Oliver Phommavanh, author of Thai-riffic!

In every issue of Alphabet Soup magazine we interview an author or illustrator. The trouble is, we can only fit some of their answers in the magazine. So we print the full interviews on the blog—we wouldn’t want you to miss out!

In issue 10 we talked to Oliver Phommavanh, author of Thai-riffic!

Where do you live?
I live at my website, http://www.oliverwriter.com and blog http://www.winfree.com.au (how’s that for shameless plugging in the first question?). Offline, I live in Liverpool, Western Sydney.

What do you love best about being a writer?
I never have to grow up hehe. I really love creating quirky characters and cramming in as many funny jokes as I can. Plus I enjoy visiting different schools and making kids laugh.

What was your favourite book as a child?
I was a bookworm so I have many favourites. I loved Paul Jennings’s ‘Un’ series and Morris Gleitzman’s Blabber Mouth and Sticky Beak books. Hating Alison Ashley was also pretty cool.

Was it easy to get Thai-riffic! published?
Not really. I knew it was going to be tough so I prepared myself for lots of rejections and setbacks. But I also had this belief that there was nothing like Thai-riffic! out there yet, so that kept me going. It was going to be a matter of time until I saw Thai-riffic! on the shelves.

"Thai-riffic!" coverWhat do you like to do when you are not writing?
I love playing video games and reading (still proud to be a bookworm). I’m a primary school teacher and stand up comedian so my days are jam packed!

What made you become a writer?
I always wanted to be one, ever since I started getting awards for writing in Year 1. It took me some time to find my audience and style though. I tried my hand at adult fiction in my uni days. Then I tried teaching and realised that I was destined to write for kids.

Where do you get your ideas?
Most of my stories start off with a core moment or feeling from my childhood. Some of my characters are based on kids that I’ve taught. Teaching can be wonderful market research hehe. I carry a notebook with me everywhere I go, soaking up funny lines, come backs and any striking language and descriptions of the classroom. I’ve also trained my brain as a stand up comedian to squeeze out jokes from any situation.

Do you have any advice for young writers?
Get yourself out there in the writing community. I joined a writers group and other organisations such as SCBWI and CBCA, meeting lots of writers and authors. I’ve been lucky to get my breaks through festivals and conferences, where publishers are so approachable, in other words, they can’t escape hehe. There are heaps of competitions to enter, if you win then you gain some cred and assurance that you’re on the right track. And just keep writing, let those words flow. If you’re enjoying the process, then you’re halfway there.

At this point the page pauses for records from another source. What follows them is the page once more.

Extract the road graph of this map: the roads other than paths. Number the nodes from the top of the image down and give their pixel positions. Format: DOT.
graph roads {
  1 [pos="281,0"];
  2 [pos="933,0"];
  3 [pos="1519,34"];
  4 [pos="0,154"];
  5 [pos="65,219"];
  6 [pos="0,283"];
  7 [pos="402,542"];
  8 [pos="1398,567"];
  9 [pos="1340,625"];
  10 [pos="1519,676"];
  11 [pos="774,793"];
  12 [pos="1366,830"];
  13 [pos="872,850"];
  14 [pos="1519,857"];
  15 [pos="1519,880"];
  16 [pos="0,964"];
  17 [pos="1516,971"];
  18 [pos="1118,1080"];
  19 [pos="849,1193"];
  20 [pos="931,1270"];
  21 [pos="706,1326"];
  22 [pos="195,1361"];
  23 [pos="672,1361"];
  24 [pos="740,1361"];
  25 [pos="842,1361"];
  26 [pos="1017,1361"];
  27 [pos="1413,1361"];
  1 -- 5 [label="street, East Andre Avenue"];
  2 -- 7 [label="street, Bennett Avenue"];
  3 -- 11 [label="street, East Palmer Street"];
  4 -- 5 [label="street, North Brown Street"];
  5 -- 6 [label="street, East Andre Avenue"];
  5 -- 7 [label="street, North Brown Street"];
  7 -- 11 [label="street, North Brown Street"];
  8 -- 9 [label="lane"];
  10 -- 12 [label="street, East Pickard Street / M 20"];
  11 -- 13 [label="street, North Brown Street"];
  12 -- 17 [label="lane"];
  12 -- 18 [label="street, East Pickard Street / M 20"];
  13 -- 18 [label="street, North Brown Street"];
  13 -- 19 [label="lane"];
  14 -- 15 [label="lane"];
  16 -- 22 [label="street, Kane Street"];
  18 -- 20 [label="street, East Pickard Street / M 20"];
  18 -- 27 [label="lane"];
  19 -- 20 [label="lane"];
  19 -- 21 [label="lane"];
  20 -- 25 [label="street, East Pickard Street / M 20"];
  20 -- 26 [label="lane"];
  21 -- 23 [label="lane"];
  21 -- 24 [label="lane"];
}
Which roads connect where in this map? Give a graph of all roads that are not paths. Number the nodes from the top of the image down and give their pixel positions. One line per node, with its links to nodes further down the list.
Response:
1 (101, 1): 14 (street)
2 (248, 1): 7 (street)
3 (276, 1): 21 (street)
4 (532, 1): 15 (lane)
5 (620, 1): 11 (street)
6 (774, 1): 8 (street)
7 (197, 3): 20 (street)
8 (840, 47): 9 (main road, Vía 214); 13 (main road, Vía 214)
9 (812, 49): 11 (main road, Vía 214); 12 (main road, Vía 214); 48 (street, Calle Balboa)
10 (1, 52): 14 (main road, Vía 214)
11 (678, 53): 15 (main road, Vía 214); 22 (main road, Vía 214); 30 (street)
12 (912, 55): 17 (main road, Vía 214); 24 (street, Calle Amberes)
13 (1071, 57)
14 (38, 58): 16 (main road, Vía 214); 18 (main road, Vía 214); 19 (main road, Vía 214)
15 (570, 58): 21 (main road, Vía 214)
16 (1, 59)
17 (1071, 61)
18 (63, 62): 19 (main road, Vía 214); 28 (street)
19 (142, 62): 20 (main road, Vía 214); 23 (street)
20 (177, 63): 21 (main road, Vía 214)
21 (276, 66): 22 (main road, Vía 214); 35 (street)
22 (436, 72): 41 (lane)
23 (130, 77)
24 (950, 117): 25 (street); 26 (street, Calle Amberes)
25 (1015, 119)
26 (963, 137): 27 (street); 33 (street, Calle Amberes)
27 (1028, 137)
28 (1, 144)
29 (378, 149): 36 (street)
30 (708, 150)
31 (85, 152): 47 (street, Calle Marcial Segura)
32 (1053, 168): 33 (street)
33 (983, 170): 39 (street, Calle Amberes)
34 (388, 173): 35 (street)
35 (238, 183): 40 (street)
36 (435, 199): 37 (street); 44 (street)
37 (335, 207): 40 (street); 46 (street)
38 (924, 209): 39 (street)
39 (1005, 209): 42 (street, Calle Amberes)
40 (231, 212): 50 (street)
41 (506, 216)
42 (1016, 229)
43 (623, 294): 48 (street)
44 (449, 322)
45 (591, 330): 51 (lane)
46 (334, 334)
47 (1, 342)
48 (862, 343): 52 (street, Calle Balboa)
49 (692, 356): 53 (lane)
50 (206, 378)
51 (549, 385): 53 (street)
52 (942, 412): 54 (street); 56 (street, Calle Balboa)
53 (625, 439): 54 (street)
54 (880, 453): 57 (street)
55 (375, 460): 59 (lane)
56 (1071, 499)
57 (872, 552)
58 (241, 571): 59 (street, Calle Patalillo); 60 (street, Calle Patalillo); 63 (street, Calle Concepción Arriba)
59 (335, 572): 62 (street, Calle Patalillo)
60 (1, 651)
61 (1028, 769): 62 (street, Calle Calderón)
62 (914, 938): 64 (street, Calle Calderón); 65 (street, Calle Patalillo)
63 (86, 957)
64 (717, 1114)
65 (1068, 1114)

Are you working on a book at the moment?
I’ve just finished my second book Con-nerd, coming out in June 2011. It’s about a nerd (me, surprise surprise) who has a knack for drawing cartoons that suddenly makes him cool and popular. I’ve just started writing my next book about a teenager doing stand up comedy, which should hit the shelves in 2012.

Do any of your family or friends recognise themselves in your writing?
I hope so because I love using their names as characters in my stories. Thai-riffic!‘s eccentric parents are based on Mum and Dad. Everyone’s grateful to find their names and/or personalities in print. It’s a simple way of thanking them for supporting me on my ‘cHEwY’ journey.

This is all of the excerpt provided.